In the autumn of last year, I had what turned out to be fairly major surgery on my elbow. I was off work for 2 months, went back half-time for two months, and am now back full time. I am essentially 4 months into a 12-or-more- month recovery. (Can provide more detail on the surgery via PM if needed). The surgery was on my dominant arm, so it's been a rough ride.

Per my surgeon's orders, I am to follow my arm on what I can do, so basically in the mornings before it starts to ache, I am comfortable lifting/carrying stock, etc. By the afternoon the pain sets in, and I am better off working the register or doing paperwork etc. My boss is 100% on board with this, as are my coworkers. The problem, unfortunately, is coming from the customers.

As I've mentioned before, I live in a VERY small town, where everyone knows everyone's business. Every customer who comes in the door knows I was off work for a long time, knows it was because of surgery, and can see the huge purple scar on my elbow. The surgery site is still bruised & swollen, and by then end of a work-day it looks like someone hit me with a bat.

However, when customers are asking me to bring them items from the back, or asking me to fill their vehicles, and I politely direct another employee to do so, many customers go on the attack. "I can't believe you're STILL milking that surgery", or "Oh, right, your arm huuuurts soo much. I'm going to tell your boss how lazy you are". These things are not said in jest, and my boss has told me that several customers have claimed that I denied them service. (Again, boss is not taking these claims seriously as she knows my situation).

How can I firmly tell customers to back the heck off? I am not comfortable explaining exactly what was done to my arm, as it is gruesome and still upsetting to me... and it is also none of their bleeping business.

I have tried joking: "Oh, yea, I'm totally milking it. I smash my elbow with a brick every morning just to maintain the swelling, ha ha", I've tried complete silence... and nothing is working.

Help :(

ladymaureen:
That's horrifying. I can't imagine claiming someone is faking an injury, especially to that person's boss! Your responses would get your point across to anyone who wasn't quite dense, but I think you're past that point now.

Generally, I don't think it makes for a good customer service experience to confront customers -- but you shouldn't have to put up with abuse, either.

My suggestion is to be very direct. Make eye contact, and say to them in a pleasant but clear voice: "Why would you think that? Why would you say such a thing?" Then stop talking and look at them for a response. Make it clear you really want to know.

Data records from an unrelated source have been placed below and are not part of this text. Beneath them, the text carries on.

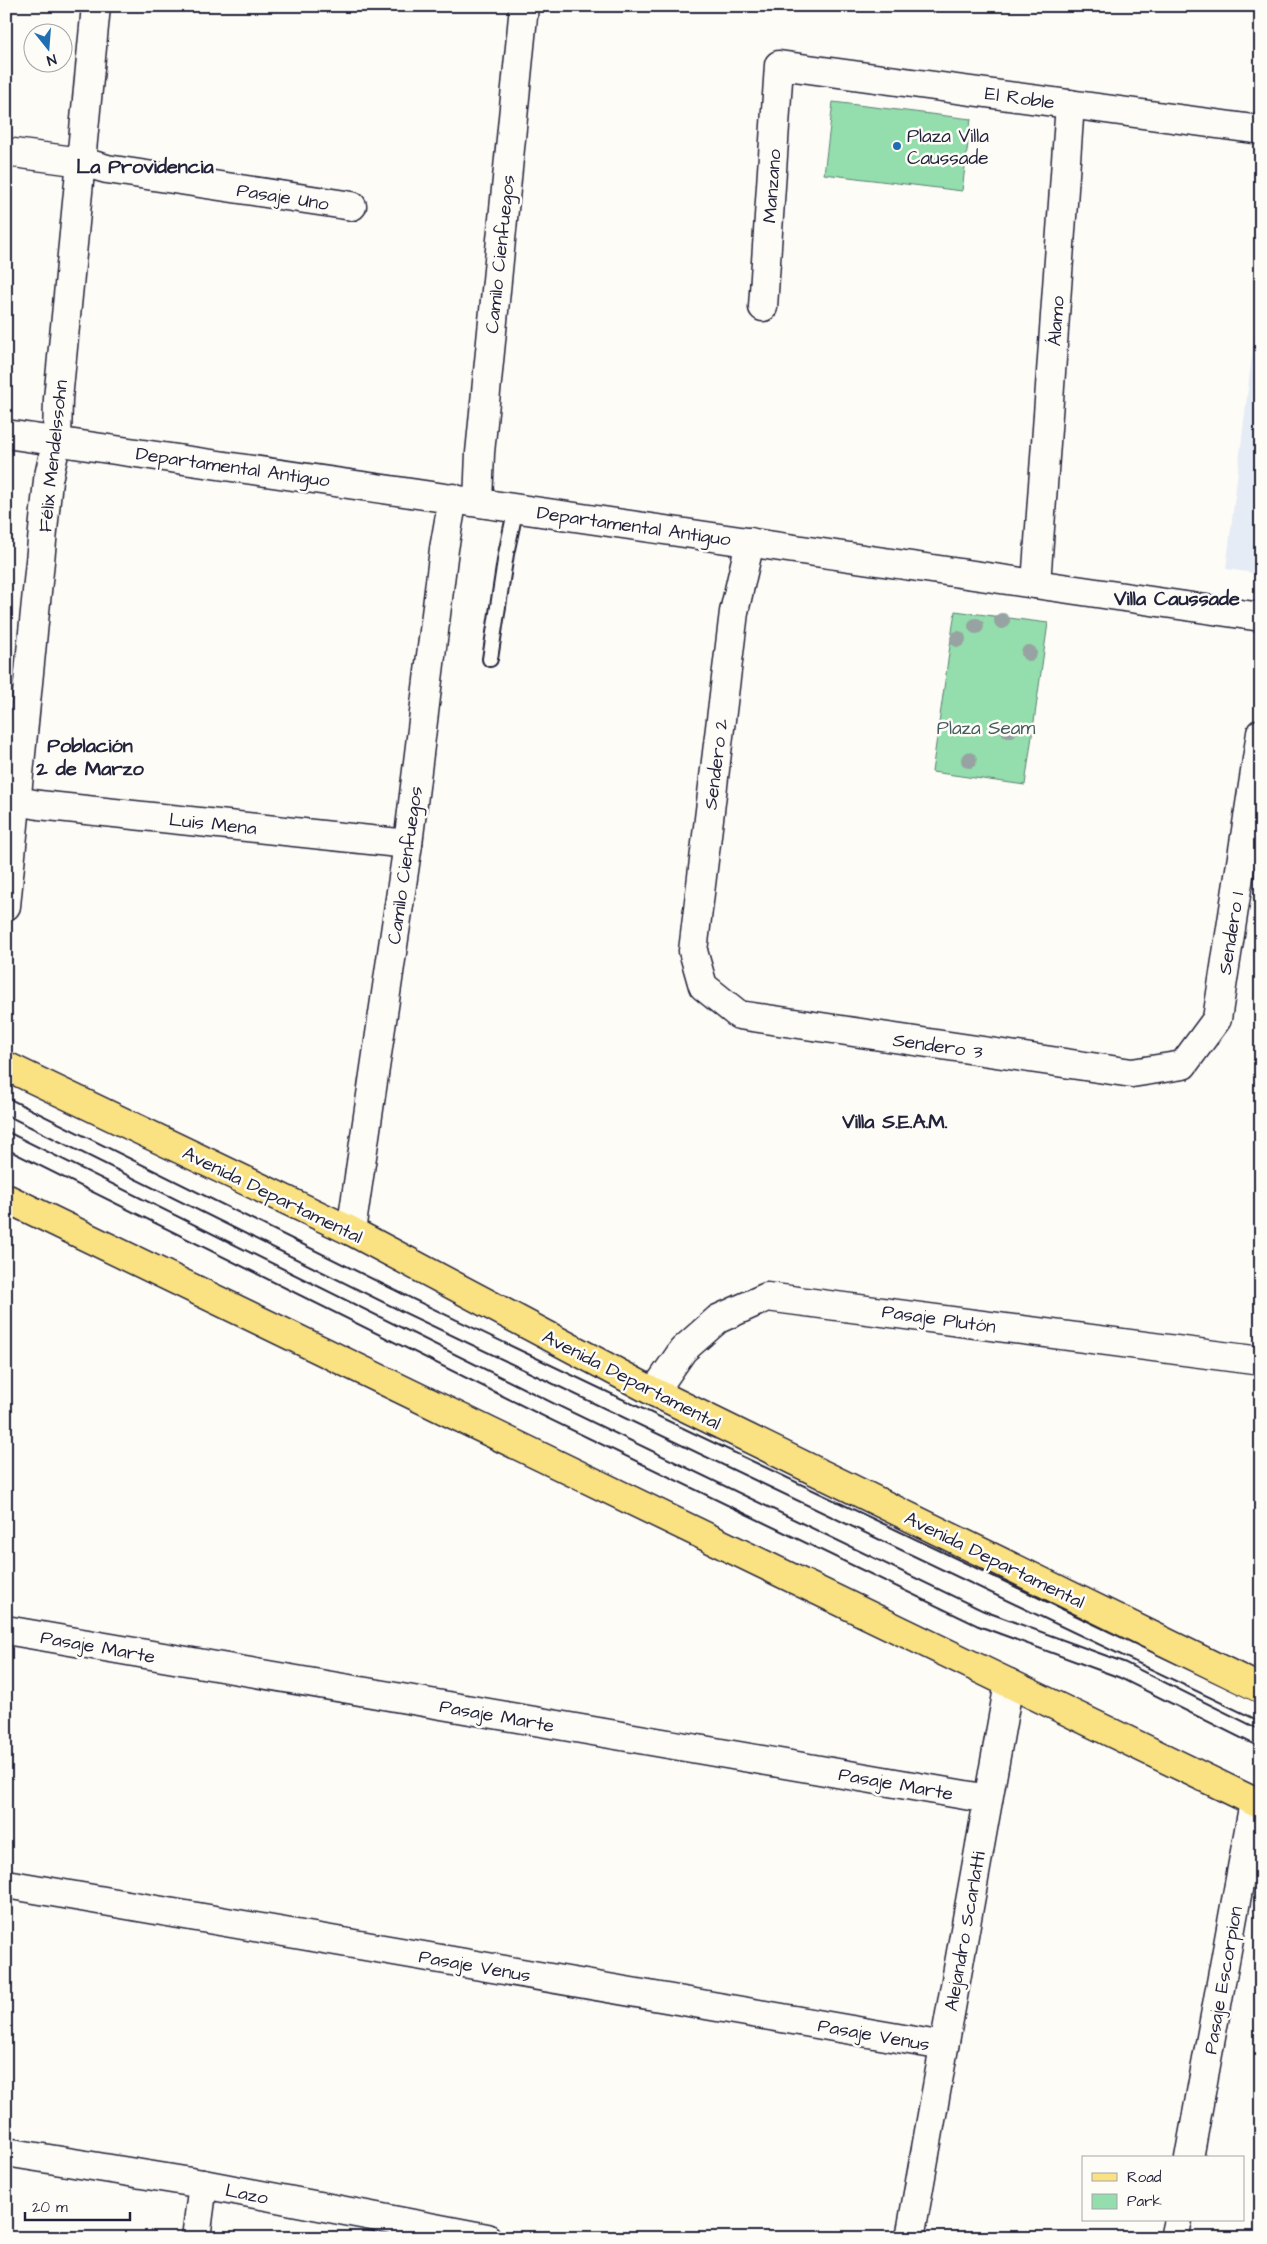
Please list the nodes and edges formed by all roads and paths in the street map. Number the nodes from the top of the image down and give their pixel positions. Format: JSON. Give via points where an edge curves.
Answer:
{"nodes":[{"id":1,"x":96,"y":6,"type":"edge"},
{"id":2,"x":524,"y":6,"type":"edge"},
{"id":3,"x":779,"y":65,"type":"joint"},
{"id":4,"x":1070,"y":104,"type":"junction"},
{"id":5,"x":1261,"y":130,"type":"edge"},
{"id":6,"x":6,"y":152,"type":"edge"},
{"id":7,"x":82,"y":162,"type":"junction"},
{"id":8,"x":352,"y":206,"type":"dead end"},
{"id":9,"x":763,"y":307,"type":"dead end"},
{"id":10,"x":6,"y":434,"type":"edge"},
{"id":11,"x":57,"y":440,"type":"junction"},
{"id":12,"x":466,"y":500,"type":"junction"},
{"id":13,"x":516,"y":507,"type":"junction"},
{"id":14,"x":750,"y":542,"type":"junction"},
{"id":15,"x":1036,"y":584,"type":"junction"},
{"id":16,"x":1261,"y":617,"type":"edge"},
{"id":17,"x":490,"y":659,"type":"dead end"},
{"id":18,"x":1261,"y":733,"type":"edge"},
{"id":19,"x":18,"y":801,"type":"junction"},
{"id":20,"x":408,"y":844,"type":"junction"},
{"id":21,"x":6,"y":906,"type":"edge"},
{"id":22,"x":702,"y":986,"type":"joint"},
{"id":23,"x":1183,"y":1065,"type":"joint"},
{"id":24,"x":6,"y":1066,"type":"edge"},
{"id":25,"x":6,"y":1106,"type":"edge"},
{"id":26,"x":6,"y":1140,"type":"edge"},
{"id":27,"x":6,"y":1198,"type":"edge"},
{"id":28,"x":351,"y":1231,"type":"junction"},
{"id":29,"x":1261,"y":1361,"type":"edge"},
{"id":30,"x":654,"y":1392,"type":"junction"},
{"id":31,"x":6,"y":1630,"type":"edge"},
{"id":32,"x":1009,"y":1683,"type":"junction"},
{"id":33,"x":1261,"y":1689,"type":"edge"},
{"id":34,"x":1261,"y":1714,"type":"edge"},
{"id":35,"x":1261,"y":1739,"type":"edge"},
{"id":36,"x":988,"y":1799,"type":"junction"},
{"id":37,"x":1257,"y":1804,"type":"edge"},
{"id":38,"x":6,"y":1884,"type":"edge"},
{"id":39,"x":944,"y":2046,"type":"junction"},
{"id":40,"x":6,"y":2152,"type":"edge"},
{"id":41,"x":1189,"y":2156,"type":"edge"},
{"id":42,"x":203,"y":2184,"type":"junction"},
{"id":43,"x":1178,"y":2222,"type":"edge"},
{"id":44,"x":196,"y":2238,"type":"edge"},
{"id":45,"x":487,"y":2238,"type":"edge"},
{"id":46,"x":910,"y":2238,"type":"edge"},
{"id":47,"x":1174,"y":2238,"type":"edge"}],
"edges":[{"from":1,"to":7,"type":"street","name":"Félix Mendelssohn"},
{"from":2,"to":12,"type":"street","name":"Camilo Cienfuegos","via":[[480,453]]},
{"from":3,"to":4,"type":"street","name":"El Roble"},
{"from":3,"to":9,"type":"street","name":"Manzano"},
{"from":4,"to":5,"type":"street","name":"El Roble"},
{"from":4,"to":15,"type":"street","name":"Álamo"},
{"from":6,"to":7,"type":"street","name":"Pasaje Uno"},
{"from":7,"to":8,"type":"street","name":"Pasaje Uno"},
{"from":7,"to":11,"type":"street","name":"Félix Mendelssohn","via":[[58,399]]},
{"from":10,"to":11,"type":"street","name":"Departamental Antiguo"},
{"from":11,"to":12,"type":"street","name":"Departamental Antiguo"},
{"from":11,"to":19,"type":"street","name":"Félix Mendelssohn","via":[[48,480]]},
{"from":12,"to":13,"type":"street","name":"Departamental Antiguo"},
{"from":12,"to":20,"type":"street","name":"Camilo Cienfuegos","via":[[444,549]]},
{"from":13,"to":14,"type":"street","name":"Departamental Antiguo"},
{"from":13,"to":17,"type":"lane"},
{"from":14,"to":15,"type":"street","name":"Departamental Antiguo"},
{"from":14,"to":22,"type":"street","name":"Sendero 2","via":[[734,612],[693,951]]},
{"from":15,"to":16,"type":"street","name":"Departamental Antiguo"},
{"from":18,"to":23,"type":"street","name":"Sendero 1","via":[[1216,1019]]},
{"from":19,"to":20,"type":"street","name":"Luis Mena"},
{"from":19,"to":21,"type":"street","name":"Félix Mendelssohn"},
{"from":20,"to":28,"type":"street","name":"Camilo Cienfuegos"},
{"from":22,"to":23,"type":"street","name":"Sendero 3","via":[[740,1015],[1132,1073]]},
{"from":24,"to":28,"type":"main road","name":"Avenida Departamental"},
{"from":25,"to":34,"type":"lane","via":[[409,1306]]},
{"from":26,"to":35,"type":"lane","via":[[556,1413],[980,1618],[1122,1670]]},
{"from":27,"to":32,"type":"main road"},
{"from":28,"to":30,"type":"main road","name":"Avenida Departamental"},
{"from":29,"to":30,"type":"street","name":"Pasaje Plutón","via":[[767,1296],[718,1319],[683,1350]]},
{"from":30,"to":33,"type":"main road","name":"Avenida Departamental"},
{"from":31,"to":36,"type":"street","name":"Pasaje Marte"},
{"from":32,"to":36,"type":"street","name":"Alejandro Scarlatti"},
{"from":32,"to":37,"type":"main road"},
{"from":36,"to":39,"type":"street","name":"Alejandro Scarlatti"},
{"from":37,"to":41,"type":"street","name":"Pasaje Escorpion"},
{"from":38,"to":39,"type":"street","name":"Pasaje Venus"},
{"from":39,"to":46,"type":"street","name":"Alejandro Scarlatti"},
{"from":40,"to":42,"type":"street","name":"Lazo"},
{"from":42,"to":44,"type":"street"},
{"from":42,"to":45,"type":"street","name":"Lazo"},
{"from":43,"to":47,"type":"street"}]}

It's rare that someone will respond to this, but if they do say anything, say something like this: "I am not faking anything. I have a legitimate medical injury. Believe me, I don't enjoy having limited mobility. Rest assured I will go back to all of my duties as soon as I can."

Then move on ... go back to your work. If it happens again, repeat again.

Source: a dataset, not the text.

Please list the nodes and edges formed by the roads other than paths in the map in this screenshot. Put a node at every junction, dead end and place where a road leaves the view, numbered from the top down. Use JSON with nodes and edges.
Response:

Only the most churlish people will do this over and over again. All you can do is be polite and direct.

jaxsue:
Having severely fractured my left ankle last Sunday, and looking at 2-plus months of recovery (not to mention 2 surgeries). I am angry on your behalf, OP. That is boorish behavior!

Tea Drinker:
Can you "joke" back with them, something along the lines of "That's funny, I don't remember you going to medical school" or "I didn't realize you were hiding in my doctor's office during my last appointment. I'd better warn them that the place is bugged"?

cicero:
that's terrible! I am shocked that people will actually go to your boss.

I wouldn't joke about it. I would go with silence. OR i might say (to those who threaten to go to my boss) "sure. Sue is in her office, right up those stairs."